The Prehistory Of Dating Apps. – maude Skip to content

The prehistory of dating apps.

The Prehistory Of Dating Apps.

Eight decades of algorithmic hookups.

In the mad, futuristic world we inhabit, there is a tendency to credit ‘the algorithm’ with everything, as though (a) it’s one algorithm; and (b) we understand algorithms. Is the same thing really in charge of both suggesting TV shows and, on dating apps, matching people up?

The journey to the modern dating app started earlier than anyone might reasonably think. It doesn’t just pre-date the app store—it predates cell phones, wi-fi, and home computing. The first bit of algorithmic matchmaking was done, unbelievably, in the 1940s. Yep, there have been eight decades of computers helping to hook people up. And, superficially, how it works hasn’t changed that much. It’s got more high-tech, but the idea—using math to try to pair people together—remains essentially the same. 

In 1942, Life Magazine published an article about the Newark-based company Introduction, which presented itself as “A Service For Sociability”. To start, they had single people fill out forms about the basics—age, height, hobbies—plus religion and, unusually, the details of their minister or family doctor. These figures had to endorse the singleness of the applicant, as well as their “dignity and appropriateness of conduct”. An interviewer from Introduction also took notes, some of which are pretty shocking to modern eyes—“Quiet, intelligent, not very pretty, wears glasses, nice figure, and legs”. Everything was then reduced to a few key numbers, which they dubbed a “social quotient” calculation, and applicants with close figures were matched with each other.

The introduction seemed to do pretty well. From an initial 500 applicants, 86% reported enjoying the date they were sent on and 63% wanted to “further the acquaintance”. 

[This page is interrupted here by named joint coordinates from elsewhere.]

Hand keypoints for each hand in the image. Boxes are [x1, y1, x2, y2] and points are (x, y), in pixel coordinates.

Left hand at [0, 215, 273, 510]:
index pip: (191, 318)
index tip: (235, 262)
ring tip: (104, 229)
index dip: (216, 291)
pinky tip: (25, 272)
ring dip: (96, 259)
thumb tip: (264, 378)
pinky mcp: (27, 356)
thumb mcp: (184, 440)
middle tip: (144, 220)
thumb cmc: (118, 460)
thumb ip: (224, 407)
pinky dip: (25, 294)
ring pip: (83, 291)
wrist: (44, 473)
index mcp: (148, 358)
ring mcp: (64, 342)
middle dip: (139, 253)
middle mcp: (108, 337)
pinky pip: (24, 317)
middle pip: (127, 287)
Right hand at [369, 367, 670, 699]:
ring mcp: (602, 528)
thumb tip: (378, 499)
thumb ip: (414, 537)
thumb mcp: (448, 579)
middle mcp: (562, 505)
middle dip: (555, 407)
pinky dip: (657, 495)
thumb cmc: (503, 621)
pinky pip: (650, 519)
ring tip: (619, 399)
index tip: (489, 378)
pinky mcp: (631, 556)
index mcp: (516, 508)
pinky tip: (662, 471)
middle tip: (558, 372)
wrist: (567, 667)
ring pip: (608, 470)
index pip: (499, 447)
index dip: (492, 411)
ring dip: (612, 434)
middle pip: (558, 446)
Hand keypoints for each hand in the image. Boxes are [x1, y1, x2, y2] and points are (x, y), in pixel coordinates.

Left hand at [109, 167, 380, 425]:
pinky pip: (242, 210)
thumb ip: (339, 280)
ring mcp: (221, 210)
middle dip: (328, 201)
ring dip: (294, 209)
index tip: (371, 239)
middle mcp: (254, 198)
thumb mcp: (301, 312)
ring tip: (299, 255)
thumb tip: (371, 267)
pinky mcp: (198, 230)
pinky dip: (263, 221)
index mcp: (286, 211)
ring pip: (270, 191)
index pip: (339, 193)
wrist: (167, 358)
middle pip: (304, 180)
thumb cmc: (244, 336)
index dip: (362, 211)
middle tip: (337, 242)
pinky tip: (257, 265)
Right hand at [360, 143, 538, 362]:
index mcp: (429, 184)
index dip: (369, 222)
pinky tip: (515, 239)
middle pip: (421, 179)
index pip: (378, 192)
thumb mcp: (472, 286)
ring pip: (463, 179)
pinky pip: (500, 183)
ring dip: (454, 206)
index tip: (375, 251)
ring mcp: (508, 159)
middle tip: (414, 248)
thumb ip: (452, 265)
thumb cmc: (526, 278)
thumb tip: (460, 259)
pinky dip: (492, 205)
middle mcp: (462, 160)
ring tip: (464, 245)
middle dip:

Nonetheless, people kept working with emerging technology to try to improve data-based matchmaking, putting the very newest computing equipment available through its paces to get people together. In 1957, a punch-card system set up by a psychologist was claimed to have led to 5,000 marriages. In the early 1960s, Joan Ball developed a system in Britain, originally presenting itself as a ‘friendship bureau’, that became the first commercially successful computer dating program. Following her lead, in 1965 Harvard computer scientists built new systems to, in theory, let the data make the best matches—in reality, as pointed out by a 2016 paper by Mar Hicks in Ada: A Journal Of Gender, New Media & Technology, it was more about straight men building tools to get themselves women than about finding the best results for all involved. 

Until the smartphone revolution, there were large stigmas attached to the idea of computer-assisted dating, something which wasn’t helped by scandals like the management of Dateline (a massively commercially successful operation running in the 1970s and 80s) selling female client lists to men looking for sex workers. As recently as 2005, two-thirds of people deemed internet dating to be dangerous, while three people in ten were adamant it was the last resort of the truly desperate. 

While there are a lot of difficulties with using statistics to match people together, one of the biggest ones is the most obvious: some people are going to want to be paired with people who don’t want to be paired with them. Within the world of math and machine learning, this is known—extremely heteronormatively—as the stable marriage problem. It’s a way of matching two ‘sets’, each member of whom has preferences, in a way that no two people end up in pairs less desirable to them than being together.

In 1962, mathematicians David Gale and Lloyd Shapley won the Nobel Prize for their algorithmic solution to the problem, known both as the Gale-Shapley algorithm and the deferred acceptance algorithm. Sixty years later, that is the algorithm used by dating apps like Hinge.

As Hinge’s director of relationship science told Vice, “It’s not just based on who you are likely to like, it’s also based on who is likely to like you back. It’s all about pairing people who are likely to mutually like one another.” While this doesn’t mean the code decides, “you’re a five, we’re not even going to show you the tens”, it also doesn’t entirely not mean that.

Improved technology and social media normalizing the lowering of the wall between online and offline life have made algorithm-assisted dating vastly more popular and socially acceptable than once it was, to the extent that it can sometimes be surprising when someone introduced their partner and says they met in a bar. But then, eighty years in, it should be going well—cutting-edge computing technology honed to perfection by generations of horny scientists.